Start of Block

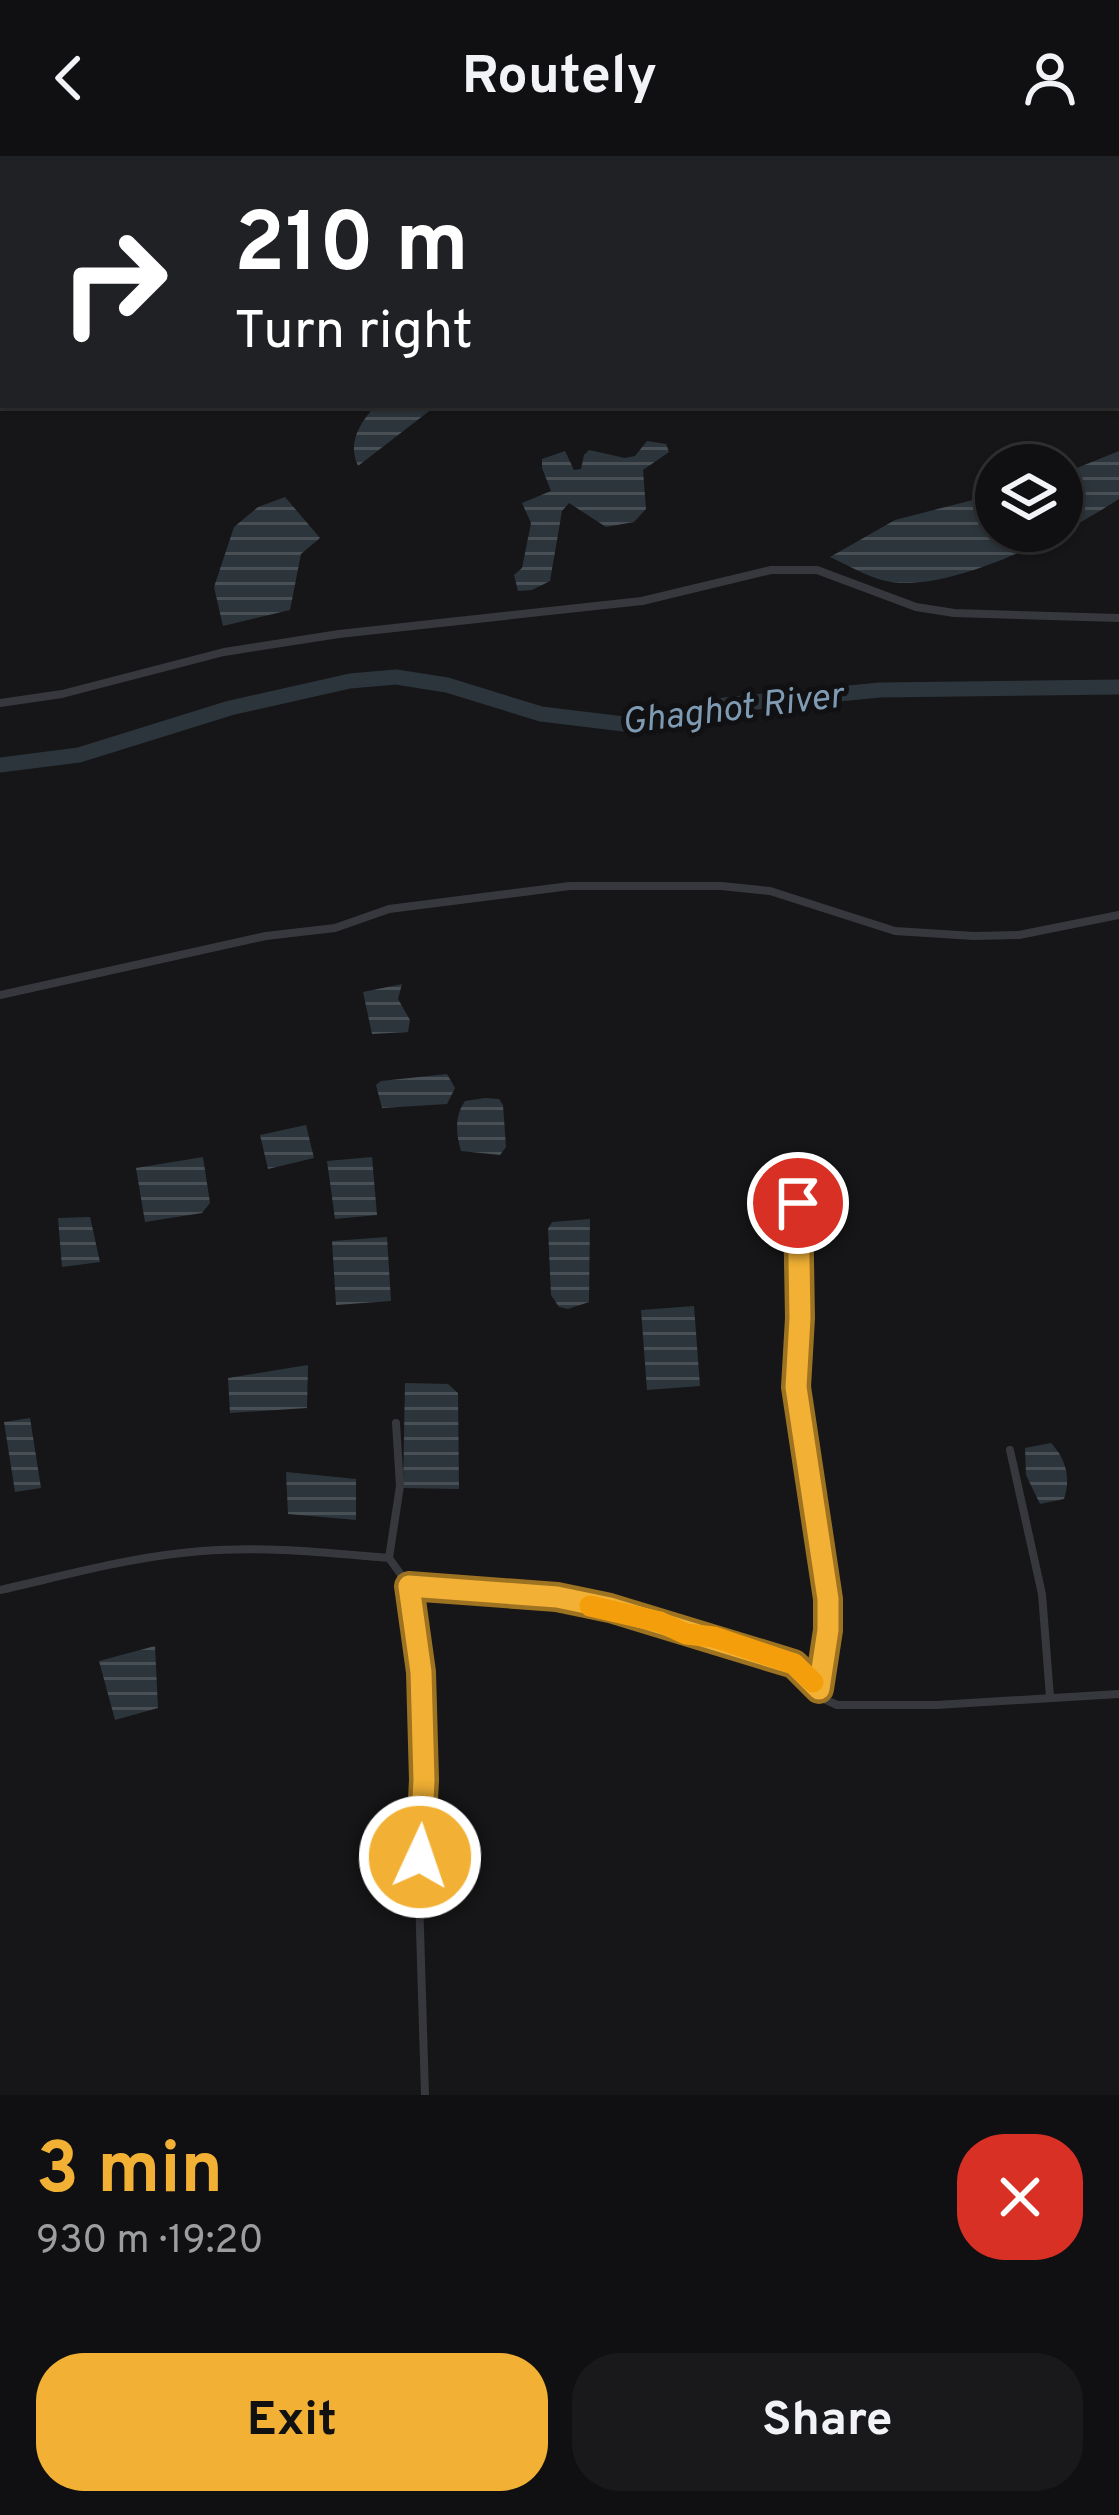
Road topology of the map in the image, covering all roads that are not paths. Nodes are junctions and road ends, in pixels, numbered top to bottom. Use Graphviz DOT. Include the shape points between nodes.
graph roads {
  1 [pos="1119,618"];
  2 [pos="0,704"];
  3 [pos="1119,915"];
  4 [pos="0,995"];
  5 [pos="798,1203"];
  6 [pos="397,1424"];
  7 [pos="1010,1450"];
  8 [pos="389,1558"];
  9 [pos="409,1586"];
  10 [pos="0,1590"];
  11 [pos="819,1689"];
  12 [pos="1119,1694"];
  13 [pos="1050,1697"];
  14 [pos="424,2095"];
  1 -- 2 [label="street" via="954,613 817,570 770,570 642,601 224,652"];
  3 -- 4 [label="street" via="974,936 895,931 770,891 570,886 389,909 334,928"];
  5 -- 11 [label="street" via="796,1387 828,1599"];
  6 -- 8 [label="street" via="400,1486"];
  7 -- 13 [label="street" via="1042,1594"];
  8 -- 9 [label="street"];
  8 -- 10 [label="street" via="205,1551"];
  9 -- 11 [label="street" via="610,1608 794,1664"];
  9 -- 14 [label="street" via="421,1672"];
  11 -- 13 [label="street" via="837,1706 854,1707"];
  12 -- 13 [label="street"];
}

End of Block

[ACTION ITEM] Pictures stay out; everything else in the entries is copied exactly.

[EXERCISE SOLUTION]
Road topology of the map in the image, covering all roads that are not paths. Nodes are junctions and road ends, in pixels, numbered top to bottom. Use Graphviz DOT. Include the shape points between nodes.
graph roads {
  1 [pos="1119,618"];
  2 [pos="0,704"];
  3 [pos="1119,915"];
  4 [pos="0,995"];
  5 [pos="798,1203"];
  6 [pos="397,1424"];
  7 [pos="1010,1450"];
  8 [pos="389,1558"];
  9 [pos="409,1586"];
  10 [pos="0,1590"];
  11 [pos="819,1689"];
  12 [pos="1119,1694"];
  13 [pos="1050,1697"];
  14 [pos="424,2095"];
  1 -- 2 [label="street" via="954,613 817,570 770,570 642,601 224,652"];
  3 -- 4 [label="street" via="974,936 895,931 770,891 570,886 389,909 334,928"];
  5 -- 11 [label="street" via="796,1387 828,1599"];
  6 -- 8 [label="street" via="400,1486"];
  7 -- 13 [label="street" via="1042,1594"];
  8 -- 9 [label="street"];
  8 -- 10 [label="street" via="205,1551"];
  9 -- 11 [label="street" via="610,1608 794,1664"];
  9 -- 14 [label="street" via="421,1672"];
  11 -- 13 [label="street" via="837,1706 854,1707"];
  12 -- 13 [label="street"];
}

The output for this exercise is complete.